Виктор Кузнецов-Казанский "...А избы горят и горят" рассказ

Виктор Кузнецов-Казанский

"... А ИЗБЫ ГОРЯТ И ГОРЯТ"

рассказ

 

Далекой-далекой уже осенью на не полностью убранное картофельное поле за нашей околицей брюхом плюхнулся двухмоторный бомбардировщик. Со стороны райцентра к нему на военном ЗиСе подоспела "техпомощь" - подвела под крылья надувные резиновые подушки, позволившие высвободить шасси и поставить самолет на колеса... Летчиков разместили в гостевой комнате при правлении колхоза, и деревенские пацаны выведали у них, что отремонтированный ИЛ сможет взлететь, как только мокрое поле просохнет.

По вечерам голосистая Маруська Скворцова зазывно распевала на деревенском "пятачке":

 

                                                Приходите свататься,

                                                Я не стану прятаться.

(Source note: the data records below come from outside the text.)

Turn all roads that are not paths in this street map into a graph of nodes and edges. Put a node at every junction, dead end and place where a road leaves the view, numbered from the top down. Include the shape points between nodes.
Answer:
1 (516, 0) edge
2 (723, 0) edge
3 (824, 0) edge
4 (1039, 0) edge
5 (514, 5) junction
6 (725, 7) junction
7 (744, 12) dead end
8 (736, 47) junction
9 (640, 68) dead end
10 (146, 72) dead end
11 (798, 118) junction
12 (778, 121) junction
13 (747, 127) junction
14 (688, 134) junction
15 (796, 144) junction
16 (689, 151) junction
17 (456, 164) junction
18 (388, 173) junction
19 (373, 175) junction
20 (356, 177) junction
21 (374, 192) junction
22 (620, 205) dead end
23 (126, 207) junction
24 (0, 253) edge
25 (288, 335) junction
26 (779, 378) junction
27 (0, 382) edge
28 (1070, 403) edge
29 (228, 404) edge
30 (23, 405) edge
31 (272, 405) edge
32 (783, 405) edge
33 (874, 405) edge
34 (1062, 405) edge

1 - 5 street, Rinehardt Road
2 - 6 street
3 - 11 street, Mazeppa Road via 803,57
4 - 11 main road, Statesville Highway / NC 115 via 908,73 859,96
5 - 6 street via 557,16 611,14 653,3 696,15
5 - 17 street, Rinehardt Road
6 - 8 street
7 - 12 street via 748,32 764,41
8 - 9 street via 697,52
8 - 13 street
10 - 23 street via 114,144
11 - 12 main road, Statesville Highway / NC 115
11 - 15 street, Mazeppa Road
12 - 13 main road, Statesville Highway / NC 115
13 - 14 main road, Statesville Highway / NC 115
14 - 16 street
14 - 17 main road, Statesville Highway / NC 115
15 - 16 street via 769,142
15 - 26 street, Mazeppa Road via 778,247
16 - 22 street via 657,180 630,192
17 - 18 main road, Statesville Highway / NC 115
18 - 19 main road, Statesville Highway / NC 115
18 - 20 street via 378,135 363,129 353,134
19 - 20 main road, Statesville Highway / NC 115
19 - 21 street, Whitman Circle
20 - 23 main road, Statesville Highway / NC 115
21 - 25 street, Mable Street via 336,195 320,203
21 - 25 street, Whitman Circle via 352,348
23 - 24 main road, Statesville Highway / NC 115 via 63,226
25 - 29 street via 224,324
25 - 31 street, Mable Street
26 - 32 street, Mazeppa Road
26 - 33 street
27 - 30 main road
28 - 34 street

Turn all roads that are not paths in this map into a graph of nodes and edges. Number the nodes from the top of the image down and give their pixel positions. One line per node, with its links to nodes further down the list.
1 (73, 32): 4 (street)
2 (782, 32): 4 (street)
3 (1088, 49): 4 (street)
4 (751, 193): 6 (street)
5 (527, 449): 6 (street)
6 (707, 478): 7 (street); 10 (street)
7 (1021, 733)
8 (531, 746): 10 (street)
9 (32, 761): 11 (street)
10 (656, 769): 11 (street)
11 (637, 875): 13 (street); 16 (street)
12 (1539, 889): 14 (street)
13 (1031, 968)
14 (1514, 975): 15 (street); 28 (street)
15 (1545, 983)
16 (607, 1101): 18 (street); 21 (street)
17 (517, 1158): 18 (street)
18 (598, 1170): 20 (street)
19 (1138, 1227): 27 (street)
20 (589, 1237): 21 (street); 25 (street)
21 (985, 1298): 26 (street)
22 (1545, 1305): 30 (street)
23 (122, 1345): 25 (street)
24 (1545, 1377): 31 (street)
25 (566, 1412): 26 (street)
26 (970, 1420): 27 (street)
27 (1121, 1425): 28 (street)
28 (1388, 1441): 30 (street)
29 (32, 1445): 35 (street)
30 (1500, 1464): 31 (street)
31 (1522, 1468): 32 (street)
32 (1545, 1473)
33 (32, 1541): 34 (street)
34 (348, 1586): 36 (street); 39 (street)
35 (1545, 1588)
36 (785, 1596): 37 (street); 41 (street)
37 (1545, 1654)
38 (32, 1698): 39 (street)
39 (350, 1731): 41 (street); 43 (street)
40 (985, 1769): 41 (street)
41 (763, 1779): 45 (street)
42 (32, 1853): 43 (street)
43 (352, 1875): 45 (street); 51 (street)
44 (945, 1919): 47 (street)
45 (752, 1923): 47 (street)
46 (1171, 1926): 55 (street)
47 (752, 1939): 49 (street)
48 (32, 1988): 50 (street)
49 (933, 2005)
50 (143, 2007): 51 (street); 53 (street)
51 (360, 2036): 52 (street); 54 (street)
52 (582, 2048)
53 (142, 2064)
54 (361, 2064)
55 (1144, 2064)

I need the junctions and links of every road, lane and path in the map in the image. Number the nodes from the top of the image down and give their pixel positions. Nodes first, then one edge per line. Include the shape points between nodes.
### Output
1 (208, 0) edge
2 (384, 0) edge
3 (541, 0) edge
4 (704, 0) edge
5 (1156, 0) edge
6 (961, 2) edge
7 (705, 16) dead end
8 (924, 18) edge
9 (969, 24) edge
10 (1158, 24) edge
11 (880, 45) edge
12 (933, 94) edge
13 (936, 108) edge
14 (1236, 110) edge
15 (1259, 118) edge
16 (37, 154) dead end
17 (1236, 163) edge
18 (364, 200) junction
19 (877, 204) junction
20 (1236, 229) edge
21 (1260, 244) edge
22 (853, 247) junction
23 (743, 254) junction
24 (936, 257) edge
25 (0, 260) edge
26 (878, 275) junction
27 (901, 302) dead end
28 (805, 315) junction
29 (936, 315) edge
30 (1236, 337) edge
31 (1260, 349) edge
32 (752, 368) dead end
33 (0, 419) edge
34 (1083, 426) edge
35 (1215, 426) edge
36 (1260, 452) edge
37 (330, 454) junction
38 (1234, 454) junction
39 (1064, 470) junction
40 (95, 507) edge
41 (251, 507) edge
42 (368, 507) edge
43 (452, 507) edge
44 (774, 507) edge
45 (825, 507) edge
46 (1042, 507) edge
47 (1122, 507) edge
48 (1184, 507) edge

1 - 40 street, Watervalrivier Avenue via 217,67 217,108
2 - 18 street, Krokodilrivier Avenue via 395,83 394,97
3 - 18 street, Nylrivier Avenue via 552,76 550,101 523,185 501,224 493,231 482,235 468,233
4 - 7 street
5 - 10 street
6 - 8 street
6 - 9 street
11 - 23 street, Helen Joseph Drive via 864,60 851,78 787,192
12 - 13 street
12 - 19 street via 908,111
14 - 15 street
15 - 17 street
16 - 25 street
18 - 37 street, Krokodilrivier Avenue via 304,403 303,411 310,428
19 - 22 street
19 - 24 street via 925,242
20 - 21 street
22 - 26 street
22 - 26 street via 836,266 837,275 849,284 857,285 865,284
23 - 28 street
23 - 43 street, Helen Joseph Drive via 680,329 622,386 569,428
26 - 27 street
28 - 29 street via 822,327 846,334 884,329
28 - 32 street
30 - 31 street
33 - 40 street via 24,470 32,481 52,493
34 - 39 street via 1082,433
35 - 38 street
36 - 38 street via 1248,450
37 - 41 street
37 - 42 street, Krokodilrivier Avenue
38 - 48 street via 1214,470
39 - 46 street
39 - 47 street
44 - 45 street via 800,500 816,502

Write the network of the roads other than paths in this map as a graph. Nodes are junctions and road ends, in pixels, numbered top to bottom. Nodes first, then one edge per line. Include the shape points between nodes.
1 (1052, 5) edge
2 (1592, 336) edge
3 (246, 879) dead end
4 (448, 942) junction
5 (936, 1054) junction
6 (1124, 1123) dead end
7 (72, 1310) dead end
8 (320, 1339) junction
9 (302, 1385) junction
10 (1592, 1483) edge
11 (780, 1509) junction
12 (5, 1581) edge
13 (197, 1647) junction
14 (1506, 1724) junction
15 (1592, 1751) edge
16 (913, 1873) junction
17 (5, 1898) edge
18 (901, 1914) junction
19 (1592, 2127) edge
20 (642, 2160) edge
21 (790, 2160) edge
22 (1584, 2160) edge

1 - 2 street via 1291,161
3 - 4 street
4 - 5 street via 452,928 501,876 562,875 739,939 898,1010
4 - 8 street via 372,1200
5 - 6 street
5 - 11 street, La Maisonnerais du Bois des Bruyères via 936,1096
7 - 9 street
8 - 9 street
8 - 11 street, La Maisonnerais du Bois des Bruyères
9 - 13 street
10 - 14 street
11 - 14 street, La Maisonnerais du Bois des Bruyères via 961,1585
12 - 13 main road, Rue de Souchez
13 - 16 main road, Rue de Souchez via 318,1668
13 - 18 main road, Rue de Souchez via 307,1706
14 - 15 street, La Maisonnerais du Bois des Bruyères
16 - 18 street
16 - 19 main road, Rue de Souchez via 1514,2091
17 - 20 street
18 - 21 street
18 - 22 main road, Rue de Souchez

                                                Я невеста не плоха -

                                                Выбираю жениха.

 

А усатый штурман, которому, скорее всего, и адресовались Маруськины призывы, умываясь по утрам во дворе правления, тоскливо повторял с сильным грузинским акцентом:

- Опять облачность многослойная! И села низко!..

...В этих-то измороси и тумане и послали нас, пятиклассников, в соседнюю деревню - разливать горючее для полевых станов. Ручной насос - ведра - воронка: пенящаяся солярка из цистерны, глубоко врытой в землю, распределялась по железным бочкам. Всем мешает появившийся невесть откуда подвыпивший франт Саня (хромовые сапоги гармошкой, белый шарф под черным ватничком, кепка-восьмиклинка с крошечным козырьком над пышным кудрявым чубом) - толкнет под локоть, ножку норовит подставить, а то и спичку зажечь.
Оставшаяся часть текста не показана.